Legambiente ha presentato in questi giorni il Dossier Cave facendo il punto nello specifico sulla difficile ed intricata situazione in cui versa, su questo fronte, la regione Abruzzo, territorio martoriato dagli scavi senza alcun ritegno e regolamentazione che si basi su principi più sostenibili per l’ambiente e lo sfruttamento delle risorse. In particolare a preoccupare è il caso del Comune di Mozzagrogna che fa riflettere sulla necessità di procedere al più presto con un piano cave serio e ben ponderato in tutti i suoi aspetti per evitare che prosegua quello che a tutti gli effetti l’associazione definisce un vero e proprio Far West delle cave.
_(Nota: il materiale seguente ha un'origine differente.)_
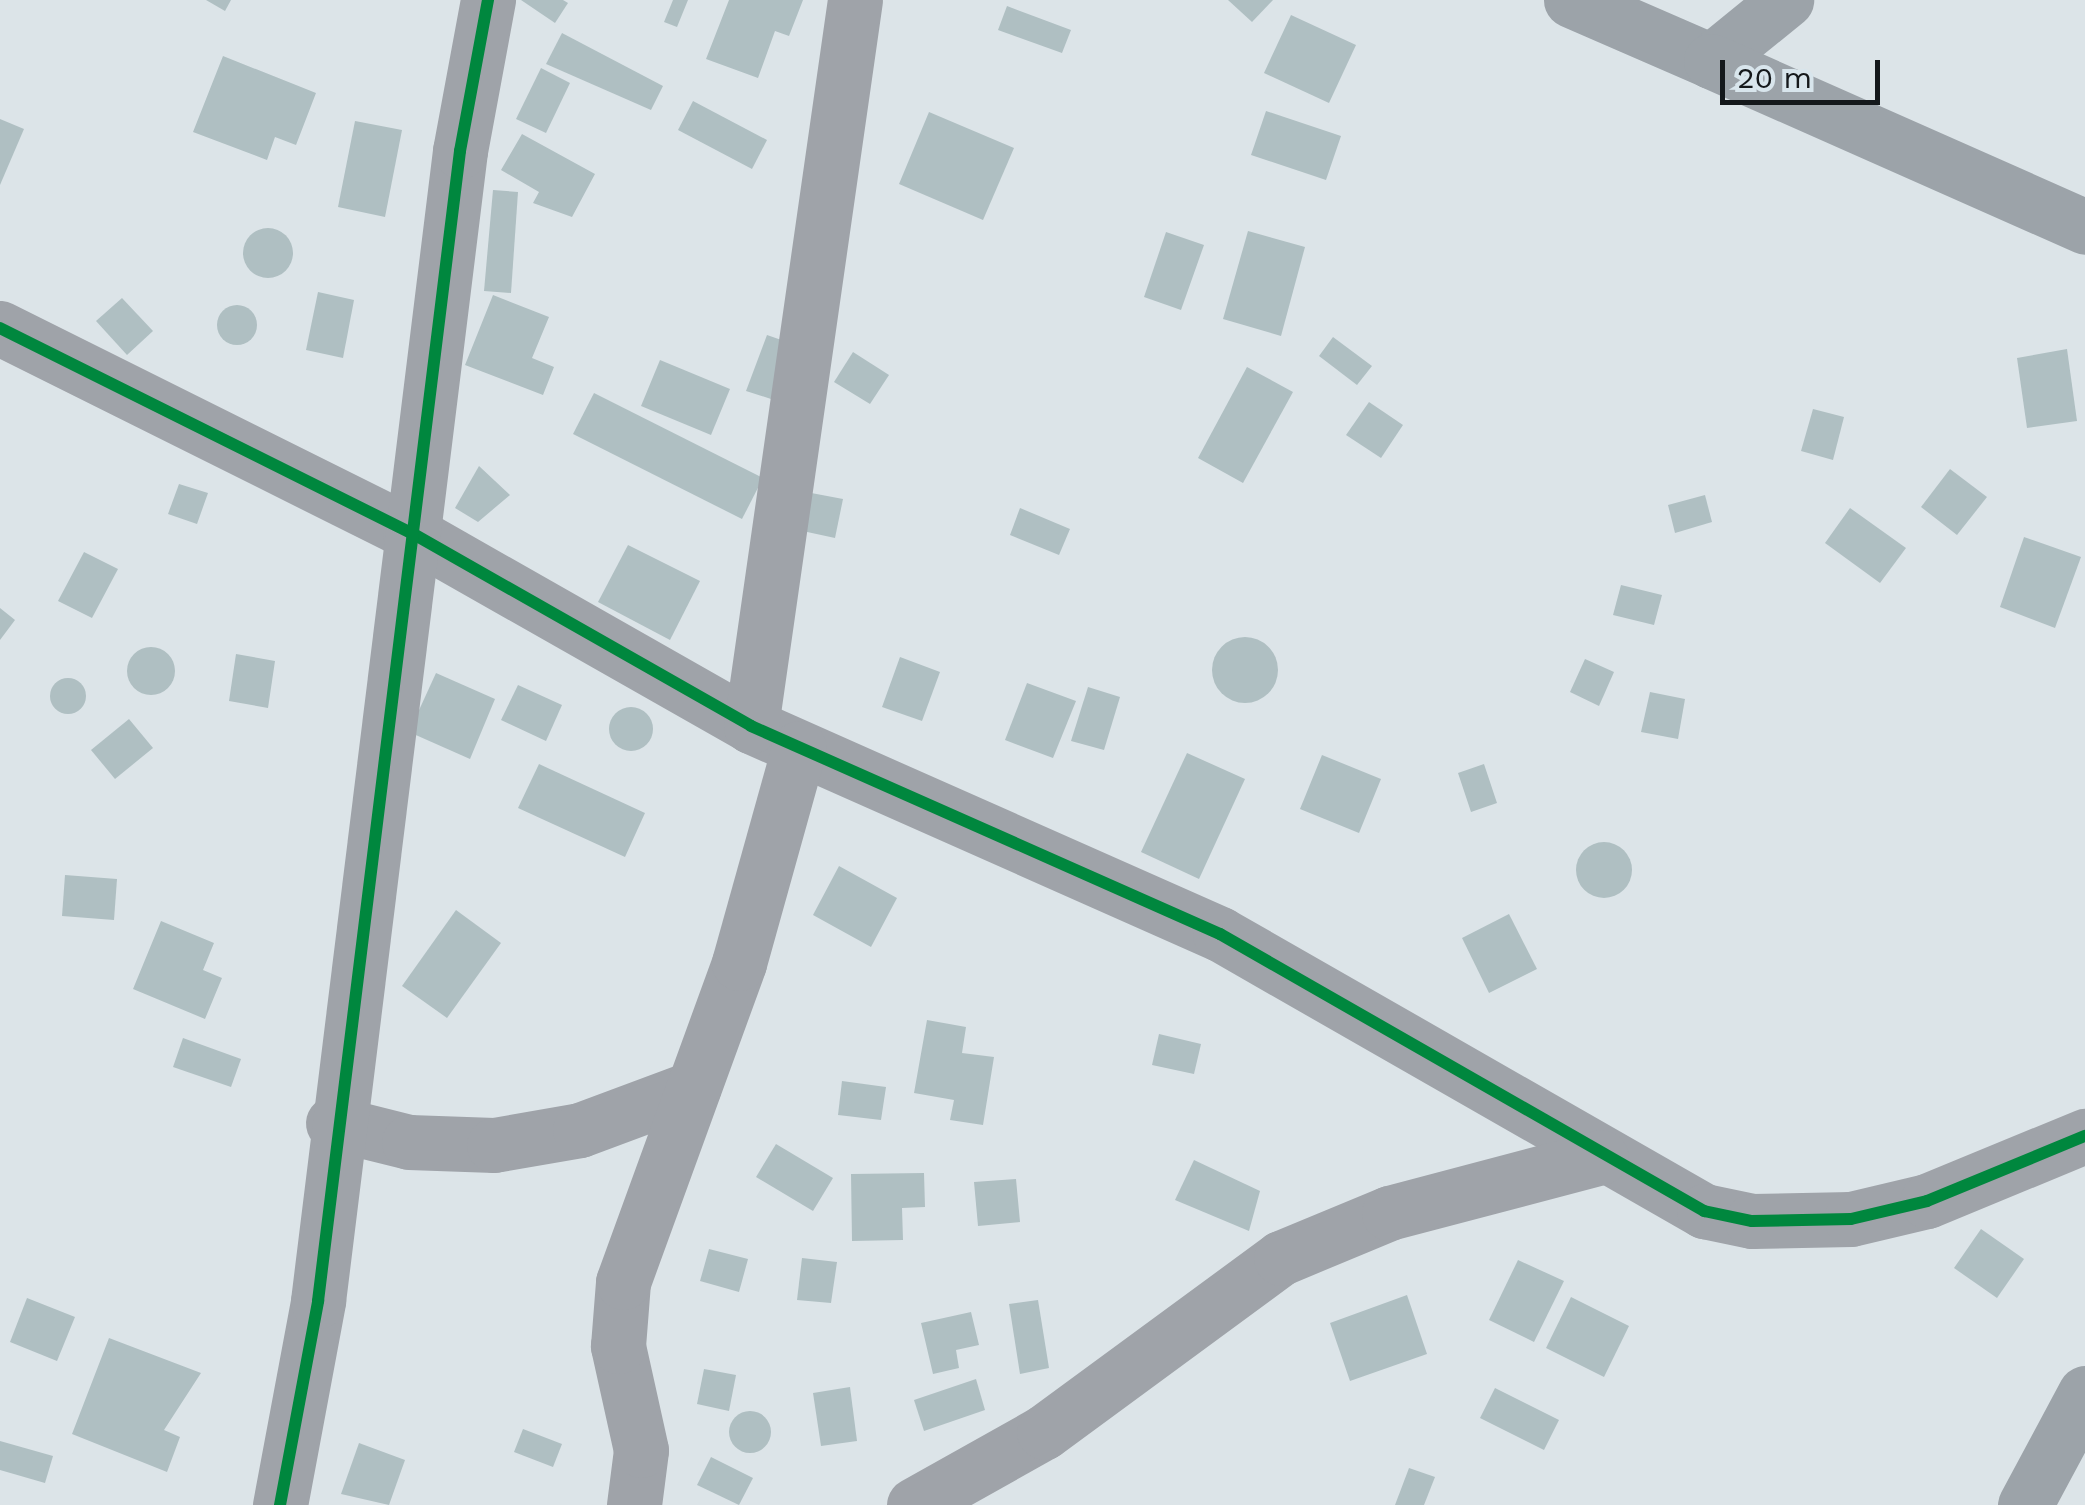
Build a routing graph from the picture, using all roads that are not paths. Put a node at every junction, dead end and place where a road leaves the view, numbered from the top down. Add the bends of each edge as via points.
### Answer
1 (488, 0) edge
2 (855, 0) edge
3 (1572, 0) edge
4 (1786, 0) edge
5 (1710, 61) junction
6 (2085, 228) edge
7 (0, 328) edge
8 (410, 532) junction
9 (775, 737) junction
10 (692, 1088) junction
11 (333, 1123) junction
12 (2085, 1136) edge
13 (1601, 1157) junction
14 (2085, 1392) edge
15 (280, 1505) edge
16 (634, 1505) edge
17 (914, 1505) edge
18 (2025, 1505) edge

1 - 8 street
2 - 9 street
3 - 5 street
4 - 5 street
5 - 6 street
7 - 8 street
8 - 9 street
8 - 11 street
9 - 10 street via 739,963
9 - 13 street via 1220,934
10 - 11 street via 580,1130 494,1145 409,1142
10 - 16 street via 623,1282 618,1346 641,1450
11 - 15 street via 318,1301
12 - 13 street via 1928,1201 1851,1218 1752,1221 1704,1211
13 - 17 street via 1389,1212 1281,1258 1044,1432
14 - 18 street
La Val di Sangro è un’area strategica per l’Abruzzo, ricordano gli ambientalisti, pertanto è indispensabile obbedire a delle regole precise ed innovare in modo sostenibile sul fronte cave. Si tratta dell’unica area industriale di un certo rilievo nell’Italia centrale e bisogna pensare a coniugare riconversione ecologica ed economia, non solo per un corretto sfruttamento delle risorse ma anche per garantire a chi lavora in quelle aree un certo livello di sicurezza ed un ambiente di lavoro pulito.
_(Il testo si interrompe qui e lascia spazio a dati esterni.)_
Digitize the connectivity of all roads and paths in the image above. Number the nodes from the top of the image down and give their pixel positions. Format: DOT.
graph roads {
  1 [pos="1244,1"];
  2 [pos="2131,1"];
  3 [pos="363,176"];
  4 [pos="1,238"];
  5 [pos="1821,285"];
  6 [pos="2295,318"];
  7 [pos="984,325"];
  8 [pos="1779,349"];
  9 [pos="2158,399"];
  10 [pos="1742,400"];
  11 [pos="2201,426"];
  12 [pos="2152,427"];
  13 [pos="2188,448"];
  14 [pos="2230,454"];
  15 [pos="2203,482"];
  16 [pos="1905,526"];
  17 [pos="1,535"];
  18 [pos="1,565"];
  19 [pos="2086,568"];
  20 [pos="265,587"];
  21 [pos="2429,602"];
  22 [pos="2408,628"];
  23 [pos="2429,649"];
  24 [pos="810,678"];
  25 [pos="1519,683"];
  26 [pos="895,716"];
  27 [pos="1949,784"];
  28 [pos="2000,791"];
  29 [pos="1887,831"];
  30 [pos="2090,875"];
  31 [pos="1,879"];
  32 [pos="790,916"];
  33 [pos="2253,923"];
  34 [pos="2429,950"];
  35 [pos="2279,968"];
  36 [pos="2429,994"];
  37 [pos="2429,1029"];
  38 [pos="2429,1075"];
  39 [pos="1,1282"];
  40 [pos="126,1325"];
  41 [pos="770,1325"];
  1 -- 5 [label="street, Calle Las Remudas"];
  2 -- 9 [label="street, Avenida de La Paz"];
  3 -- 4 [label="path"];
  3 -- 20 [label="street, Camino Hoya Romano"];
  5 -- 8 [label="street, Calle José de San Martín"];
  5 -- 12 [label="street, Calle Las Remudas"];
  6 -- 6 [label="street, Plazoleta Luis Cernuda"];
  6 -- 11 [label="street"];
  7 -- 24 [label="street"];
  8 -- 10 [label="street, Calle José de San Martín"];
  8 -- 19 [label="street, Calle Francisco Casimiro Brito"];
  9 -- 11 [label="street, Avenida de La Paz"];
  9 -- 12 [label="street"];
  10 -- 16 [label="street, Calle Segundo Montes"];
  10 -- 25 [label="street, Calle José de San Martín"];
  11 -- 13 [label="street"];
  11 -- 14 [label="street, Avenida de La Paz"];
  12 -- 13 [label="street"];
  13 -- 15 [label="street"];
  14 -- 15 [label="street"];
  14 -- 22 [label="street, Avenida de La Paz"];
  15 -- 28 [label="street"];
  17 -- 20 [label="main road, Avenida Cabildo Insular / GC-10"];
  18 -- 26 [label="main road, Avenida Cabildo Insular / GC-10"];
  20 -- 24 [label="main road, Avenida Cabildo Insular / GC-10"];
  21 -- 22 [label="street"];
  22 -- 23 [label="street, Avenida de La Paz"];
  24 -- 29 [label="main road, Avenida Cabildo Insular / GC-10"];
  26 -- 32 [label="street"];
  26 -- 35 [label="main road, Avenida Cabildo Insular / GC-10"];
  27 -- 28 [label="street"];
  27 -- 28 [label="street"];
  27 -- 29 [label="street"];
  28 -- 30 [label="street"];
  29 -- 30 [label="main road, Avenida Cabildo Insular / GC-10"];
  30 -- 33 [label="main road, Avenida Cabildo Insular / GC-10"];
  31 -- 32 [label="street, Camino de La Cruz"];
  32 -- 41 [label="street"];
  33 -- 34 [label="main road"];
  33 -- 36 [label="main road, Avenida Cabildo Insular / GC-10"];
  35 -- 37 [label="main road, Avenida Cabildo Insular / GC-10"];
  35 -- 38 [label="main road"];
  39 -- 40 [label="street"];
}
Ce ne parla Luzio Nelli dalla segreteria regionale di Legambiente Abruzzo, sottolineando che la regione ha un bisogno assoluto di un piano cave che stabilisca non solo in maniera chiare le regole ma anche le modalità di controllo e le conseguenti sanzioni in caso di infrazioni:
L’assenza del Piano Cave è grave perché, in pratica, si lascia in mano a chi concede l’autorizzazione tutto il potere su dove, come e quanto cavare. Per uscire da questa situazione, accanto a nuove regole occorre puntare sull’innovazione perché l’attività estrattiva può diventare, come negli altri Paesi europei, un settore di punta della green economy, che può fare a meno di cave puntando sul recupero degli inerti provenienti dall’edilizia. In pochi anni è possibile raggiungere risultati rilevantissimi attraverso l’obbligo di utilizzare materiali provenienti dal riciclo degli inerti edili da utilizzare al posto di quelli provenienti da cava per infrastrutture e costruzioni, visto che oggi hanno prestazioni assolutamente identiche.
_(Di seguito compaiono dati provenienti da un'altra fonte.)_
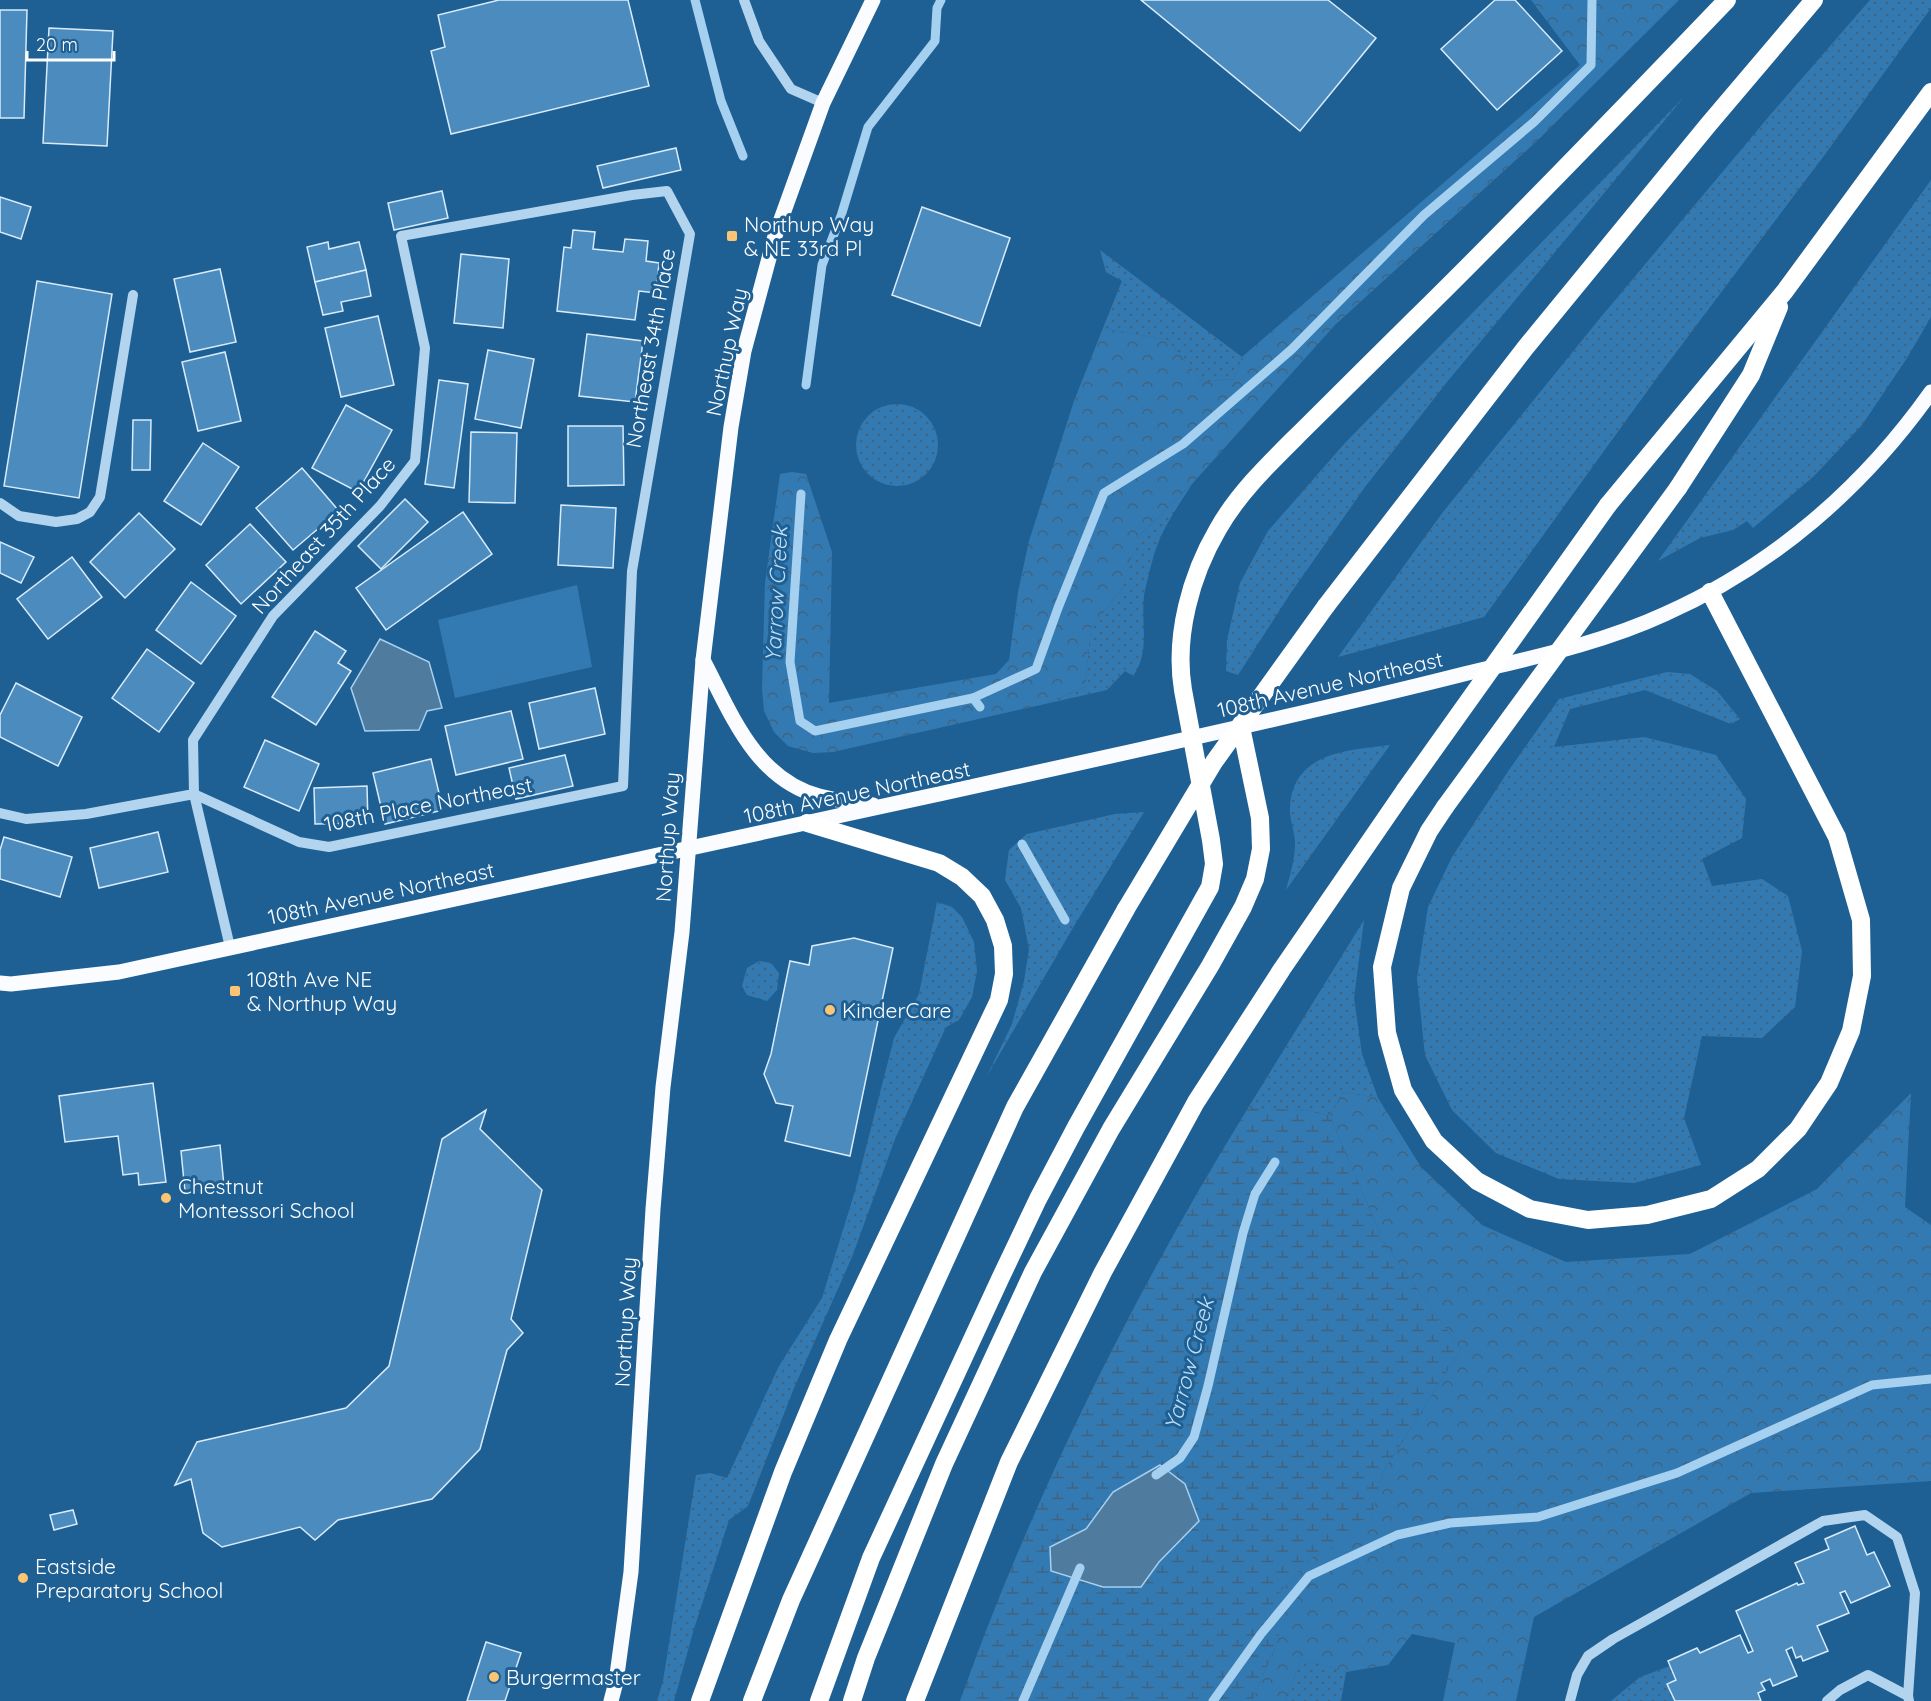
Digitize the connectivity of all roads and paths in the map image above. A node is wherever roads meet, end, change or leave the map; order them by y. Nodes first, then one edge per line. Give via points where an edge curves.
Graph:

Già, il recupero degli inerti edili. Volete sapere quanto siamo indietro rispetto agli altri Paesi europei? Tantissimo, solo il 10% dei materiali riciclati viene dal settore dell’edilizia, una percentuale che è dell’86,3% in Germania, 90% in Olanda, 87% in Belgio, 62,3% in Francia. Un divario simile ad un baratro sempre più profondo, quello delle cave, che si potrebbe evitare di aprire se si recuperassero gli inerti edili.